Stored data entries

==========

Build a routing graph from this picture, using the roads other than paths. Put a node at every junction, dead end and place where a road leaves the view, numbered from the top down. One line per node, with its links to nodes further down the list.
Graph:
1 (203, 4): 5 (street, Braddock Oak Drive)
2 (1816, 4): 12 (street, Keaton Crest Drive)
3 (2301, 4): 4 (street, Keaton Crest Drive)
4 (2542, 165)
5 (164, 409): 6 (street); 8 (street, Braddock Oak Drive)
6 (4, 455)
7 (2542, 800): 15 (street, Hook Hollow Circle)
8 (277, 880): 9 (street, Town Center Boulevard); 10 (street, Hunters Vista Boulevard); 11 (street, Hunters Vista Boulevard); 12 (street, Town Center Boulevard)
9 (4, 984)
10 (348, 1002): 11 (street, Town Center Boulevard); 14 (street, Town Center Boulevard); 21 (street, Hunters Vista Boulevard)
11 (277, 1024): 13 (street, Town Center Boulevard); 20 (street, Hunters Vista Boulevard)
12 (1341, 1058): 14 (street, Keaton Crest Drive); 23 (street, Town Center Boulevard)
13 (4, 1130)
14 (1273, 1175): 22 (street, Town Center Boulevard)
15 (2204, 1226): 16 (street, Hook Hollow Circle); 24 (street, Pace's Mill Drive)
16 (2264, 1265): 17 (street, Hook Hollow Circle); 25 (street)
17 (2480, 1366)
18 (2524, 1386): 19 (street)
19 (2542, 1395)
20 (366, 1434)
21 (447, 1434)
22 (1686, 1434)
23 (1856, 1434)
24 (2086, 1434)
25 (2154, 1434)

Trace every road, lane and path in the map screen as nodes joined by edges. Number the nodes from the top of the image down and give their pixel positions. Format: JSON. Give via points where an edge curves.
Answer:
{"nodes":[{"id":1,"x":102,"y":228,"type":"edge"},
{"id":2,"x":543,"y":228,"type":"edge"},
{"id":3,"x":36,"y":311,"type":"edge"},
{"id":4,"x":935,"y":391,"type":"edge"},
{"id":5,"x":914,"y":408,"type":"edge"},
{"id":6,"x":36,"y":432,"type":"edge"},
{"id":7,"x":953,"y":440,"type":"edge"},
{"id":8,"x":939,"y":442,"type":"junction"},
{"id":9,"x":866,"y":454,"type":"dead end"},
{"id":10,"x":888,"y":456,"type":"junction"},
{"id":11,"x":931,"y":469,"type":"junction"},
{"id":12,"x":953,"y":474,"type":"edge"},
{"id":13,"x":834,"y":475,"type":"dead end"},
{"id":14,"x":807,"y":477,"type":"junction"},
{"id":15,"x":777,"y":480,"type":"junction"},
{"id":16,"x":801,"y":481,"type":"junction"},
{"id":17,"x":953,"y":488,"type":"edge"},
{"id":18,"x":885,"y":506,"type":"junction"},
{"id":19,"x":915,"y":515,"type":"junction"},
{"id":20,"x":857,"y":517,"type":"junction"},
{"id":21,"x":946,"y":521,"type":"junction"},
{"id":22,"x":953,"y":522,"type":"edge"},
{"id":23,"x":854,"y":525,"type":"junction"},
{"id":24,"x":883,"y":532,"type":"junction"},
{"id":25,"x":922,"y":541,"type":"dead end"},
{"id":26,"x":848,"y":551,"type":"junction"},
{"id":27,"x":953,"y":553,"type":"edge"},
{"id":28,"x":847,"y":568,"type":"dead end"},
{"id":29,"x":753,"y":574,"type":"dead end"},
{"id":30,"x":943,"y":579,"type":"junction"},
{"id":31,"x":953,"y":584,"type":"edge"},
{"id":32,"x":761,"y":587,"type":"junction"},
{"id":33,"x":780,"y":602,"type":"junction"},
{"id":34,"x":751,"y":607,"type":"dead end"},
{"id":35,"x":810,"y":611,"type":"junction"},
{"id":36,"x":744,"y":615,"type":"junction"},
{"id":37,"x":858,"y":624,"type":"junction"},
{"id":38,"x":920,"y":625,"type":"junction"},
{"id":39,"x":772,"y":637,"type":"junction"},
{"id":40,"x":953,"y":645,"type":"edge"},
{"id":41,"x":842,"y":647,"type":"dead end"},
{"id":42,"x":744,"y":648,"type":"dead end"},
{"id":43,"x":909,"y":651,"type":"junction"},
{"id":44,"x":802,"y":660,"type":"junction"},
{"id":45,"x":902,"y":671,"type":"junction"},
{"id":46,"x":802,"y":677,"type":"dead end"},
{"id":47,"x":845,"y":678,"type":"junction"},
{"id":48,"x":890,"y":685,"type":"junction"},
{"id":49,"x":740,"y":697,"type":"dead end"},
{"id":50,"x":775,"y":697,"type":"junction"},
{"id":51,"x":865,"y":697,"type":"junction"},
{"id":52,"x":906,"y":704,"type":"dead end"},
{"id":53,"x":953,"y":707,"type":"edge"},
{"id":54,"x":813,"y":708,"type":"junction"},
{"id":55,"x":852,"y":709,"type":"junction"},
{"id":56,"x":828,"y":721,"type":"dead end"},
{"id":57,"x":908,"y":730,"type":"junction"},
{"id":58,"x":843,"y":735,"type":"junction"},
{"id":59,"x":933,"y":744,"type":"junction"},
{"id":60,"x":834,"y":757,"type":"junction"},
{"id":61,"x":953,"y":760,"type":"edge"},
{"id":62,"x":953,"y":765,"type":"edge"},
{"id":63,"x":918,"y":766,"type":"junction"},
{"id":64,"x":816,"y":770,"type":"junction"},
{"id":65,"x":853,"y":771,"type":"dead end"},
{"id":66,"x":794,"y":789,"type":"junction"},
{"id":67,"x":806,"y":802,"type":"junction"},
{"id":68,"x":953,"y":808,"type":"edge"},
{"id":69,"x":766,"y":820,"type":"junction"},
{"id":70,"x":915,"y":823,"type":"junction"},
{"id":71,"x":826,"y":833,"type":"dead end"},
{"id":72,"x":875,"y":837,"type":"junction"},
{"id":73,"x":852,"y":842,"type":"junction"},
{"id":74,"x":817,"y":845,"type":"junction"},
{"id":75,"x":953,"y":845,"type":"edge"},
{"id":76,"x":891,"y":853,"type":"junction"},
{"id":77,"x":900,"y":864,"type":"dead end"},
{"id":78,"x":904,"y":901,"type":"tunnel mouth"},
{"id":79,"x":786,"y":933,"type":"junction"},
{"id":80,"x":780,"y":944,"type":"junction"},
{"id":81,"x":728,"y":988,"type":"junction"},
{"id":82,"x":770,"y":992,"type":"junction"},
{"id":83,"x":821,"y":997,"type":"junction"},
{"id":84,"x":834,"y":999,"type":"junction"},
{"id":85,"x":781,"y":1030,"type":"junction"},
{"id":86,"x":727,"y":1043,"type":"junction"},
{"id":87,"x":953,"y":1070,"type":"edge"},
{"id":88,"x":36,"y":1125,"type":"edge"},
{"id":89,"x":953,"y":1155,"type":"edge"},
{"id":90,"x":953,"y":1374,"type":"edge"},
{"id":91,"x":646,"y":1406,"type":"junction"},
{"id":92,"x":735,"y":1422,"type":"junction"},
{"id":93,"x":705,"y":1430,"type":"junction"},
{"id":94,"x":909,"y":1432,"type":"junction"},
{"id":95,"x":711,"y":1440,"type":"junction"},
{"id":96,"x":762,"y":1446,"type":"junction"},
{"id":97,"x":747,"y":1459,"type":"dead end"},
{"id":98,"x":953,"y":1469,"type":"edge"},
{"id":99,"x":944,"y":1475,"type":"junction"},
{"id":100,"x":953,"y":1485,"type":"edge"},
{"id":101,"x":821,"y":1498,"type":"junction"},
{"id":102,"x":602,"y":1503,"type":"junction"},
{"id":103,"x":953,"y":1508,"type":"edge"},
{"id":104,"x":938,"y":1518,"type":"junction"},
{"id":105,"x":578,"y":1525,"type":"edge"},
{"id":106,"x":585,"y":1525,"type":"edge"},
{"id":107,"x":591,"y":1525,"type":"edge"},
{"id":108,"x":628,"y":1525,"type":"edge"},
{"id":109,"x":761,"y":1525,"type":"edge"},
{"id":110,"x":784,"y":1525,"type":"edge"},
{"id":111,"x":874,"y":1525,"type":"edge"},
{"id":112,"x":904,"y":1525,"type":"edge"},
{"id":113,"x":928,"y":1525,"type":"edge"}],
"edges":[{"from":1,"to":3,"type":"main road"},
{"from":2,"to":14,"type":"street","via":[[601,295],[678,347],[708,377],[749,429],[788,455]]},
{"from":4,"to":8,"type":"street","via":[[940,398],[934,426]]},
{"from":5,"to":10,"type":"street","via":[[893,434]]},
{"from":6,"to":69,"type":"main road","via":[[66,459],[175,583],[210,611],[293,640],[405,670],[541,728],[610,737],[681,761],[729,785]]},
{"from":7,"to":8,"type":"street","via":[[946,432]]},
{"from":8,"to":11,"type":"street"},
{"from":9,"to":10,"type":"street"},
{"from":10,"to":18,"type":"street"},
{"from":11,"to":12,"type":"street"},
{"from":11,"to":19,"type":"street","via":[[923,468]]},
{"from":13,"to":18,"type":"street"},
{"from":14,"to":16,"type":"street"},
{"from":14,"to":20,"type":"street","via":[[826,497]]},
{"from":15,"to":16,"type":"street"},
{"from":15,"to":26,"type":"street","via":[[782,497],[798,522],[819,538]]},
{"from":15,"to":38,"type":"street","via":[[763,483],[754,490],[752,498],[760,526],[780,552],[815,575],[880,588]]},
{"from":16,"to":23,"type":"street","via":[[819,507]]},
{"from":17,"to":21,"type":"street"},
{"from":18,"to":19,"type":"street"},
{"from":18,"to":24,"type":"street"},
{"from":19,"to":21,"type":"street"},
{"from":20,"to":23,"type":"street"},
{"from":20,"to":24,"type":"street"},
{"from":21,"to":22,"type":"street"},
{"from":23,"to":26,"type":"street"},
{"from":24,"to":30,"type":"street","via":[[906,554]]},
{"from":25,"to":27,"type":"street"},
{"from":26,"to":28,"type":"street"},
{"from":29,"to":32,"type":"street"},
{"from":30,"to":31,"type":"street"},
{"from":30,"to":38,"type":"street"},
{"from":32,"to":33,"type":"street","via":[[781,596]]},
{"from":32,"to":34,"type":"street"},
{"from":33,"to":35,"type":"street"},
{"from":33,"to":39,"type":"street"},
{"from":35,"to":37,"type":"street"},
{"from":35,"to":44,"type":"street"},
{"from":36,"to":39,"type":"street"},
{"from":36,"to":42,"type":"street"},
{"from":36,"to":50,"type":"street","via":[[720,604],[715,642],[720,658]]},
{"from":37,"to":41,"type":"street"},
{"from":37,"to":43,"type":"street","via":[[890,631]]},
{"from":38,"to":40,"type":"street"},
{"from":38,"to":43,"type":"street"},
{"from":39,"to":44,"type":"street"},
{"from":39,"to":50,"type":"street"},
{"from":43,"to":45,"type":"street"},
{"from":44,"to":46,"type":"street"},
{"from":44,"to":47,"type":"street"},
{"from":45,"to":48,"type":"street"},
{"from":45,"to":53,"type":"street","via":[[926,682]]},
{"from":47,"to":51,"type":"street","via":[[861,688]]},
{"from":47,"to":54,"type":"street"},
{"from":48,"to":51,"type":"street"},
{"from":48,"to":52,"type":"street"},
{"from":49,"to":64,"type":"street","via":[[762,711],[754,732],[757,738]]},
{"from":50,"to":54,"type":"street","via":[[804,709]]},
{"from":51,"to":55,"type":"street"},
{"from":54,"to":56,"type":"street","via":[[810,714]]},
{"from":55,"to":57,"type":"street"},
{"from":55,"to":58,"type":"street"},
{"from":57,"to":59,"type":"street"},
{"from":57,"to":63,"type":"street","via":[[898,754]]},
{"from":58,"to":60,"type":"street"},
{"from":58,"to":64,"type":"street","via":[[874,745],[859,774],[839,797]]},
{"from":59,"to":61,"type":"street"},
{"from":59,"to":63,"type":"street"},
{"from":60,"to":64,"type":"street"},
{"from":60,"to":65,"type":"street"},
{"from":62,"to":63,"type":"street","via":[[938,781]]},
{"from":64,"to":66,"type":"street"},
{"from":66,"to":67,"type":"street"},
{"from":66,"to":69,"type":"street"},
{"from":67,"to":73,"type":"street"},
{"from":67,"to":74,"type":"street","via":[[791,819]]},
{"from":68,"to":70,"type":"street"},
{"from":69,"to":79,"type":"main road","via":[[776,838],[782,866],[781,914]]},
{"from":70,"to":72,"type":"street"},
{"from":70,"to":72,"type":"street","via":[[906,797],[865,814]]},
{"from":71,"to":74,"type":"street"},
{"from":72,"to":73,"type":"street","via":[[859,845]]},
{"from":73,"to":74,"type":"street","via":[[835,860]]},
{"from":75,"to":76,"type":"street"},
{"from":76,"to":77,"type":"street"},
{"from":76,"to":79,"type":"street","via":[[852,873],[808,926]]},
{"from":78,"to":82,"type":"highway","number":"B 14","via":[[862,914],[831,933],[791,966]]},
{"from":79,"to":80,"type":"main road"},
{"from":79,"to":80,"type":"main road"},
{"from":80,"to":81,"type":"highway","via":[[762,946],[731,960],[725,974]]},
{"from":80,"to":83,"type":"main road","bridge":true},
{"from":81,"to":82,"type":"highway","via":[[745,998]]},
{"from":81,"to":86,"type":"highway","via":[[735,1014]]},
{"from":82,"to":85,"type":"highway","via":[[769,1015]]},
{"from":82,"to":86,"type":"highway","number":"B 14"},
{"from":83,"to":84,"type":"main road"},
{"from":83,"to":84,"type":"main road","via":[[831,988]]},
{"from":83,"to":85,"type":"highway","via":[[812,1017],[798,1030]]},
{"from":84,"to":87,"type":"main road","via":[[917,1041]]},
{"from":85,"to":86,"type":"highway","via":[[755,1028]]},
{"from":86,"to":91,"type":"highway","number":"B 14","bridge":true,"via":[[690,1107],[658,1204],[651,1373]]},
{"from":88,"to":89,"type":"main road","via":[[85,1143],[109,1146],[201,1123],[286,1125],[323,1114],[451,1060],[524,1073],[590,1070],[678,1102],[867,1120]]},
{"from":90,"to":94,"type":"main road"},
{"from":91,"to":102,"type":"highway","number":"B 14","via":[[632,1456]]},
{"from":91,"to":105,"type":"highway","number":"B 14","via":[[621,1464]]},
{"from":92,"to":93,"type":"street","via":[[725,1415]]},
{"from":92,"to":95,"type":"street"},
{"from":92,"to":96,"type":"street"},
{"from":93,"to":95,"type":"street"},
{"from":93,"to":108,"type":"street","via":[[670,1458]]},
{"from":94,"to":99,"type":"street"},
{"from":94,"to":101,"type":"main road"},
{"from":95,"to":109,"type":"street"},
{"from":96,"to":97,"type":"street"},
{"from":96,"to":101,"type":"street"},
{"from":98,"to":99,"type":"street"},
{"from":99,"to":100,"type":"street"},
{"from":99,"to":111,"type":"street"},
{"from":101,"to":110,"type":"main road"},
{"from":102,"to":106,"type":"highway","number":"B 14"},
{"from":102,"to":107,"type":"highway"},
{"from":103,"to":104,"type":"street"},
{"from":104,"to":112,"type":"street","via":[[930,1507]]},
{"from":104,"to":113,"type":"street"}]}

==========

### Task requirements
Nothing but lines that contain "bridge" should appear in the answer. Copy each from the records.

### Task response
{"from":80,"to":83,"type":"main road","bridge":true},
{"from":86,"to":91,"type":"highway","number":"B 14","bridge":true,"via":[[690,1107],[658,1204],[651,1373]]},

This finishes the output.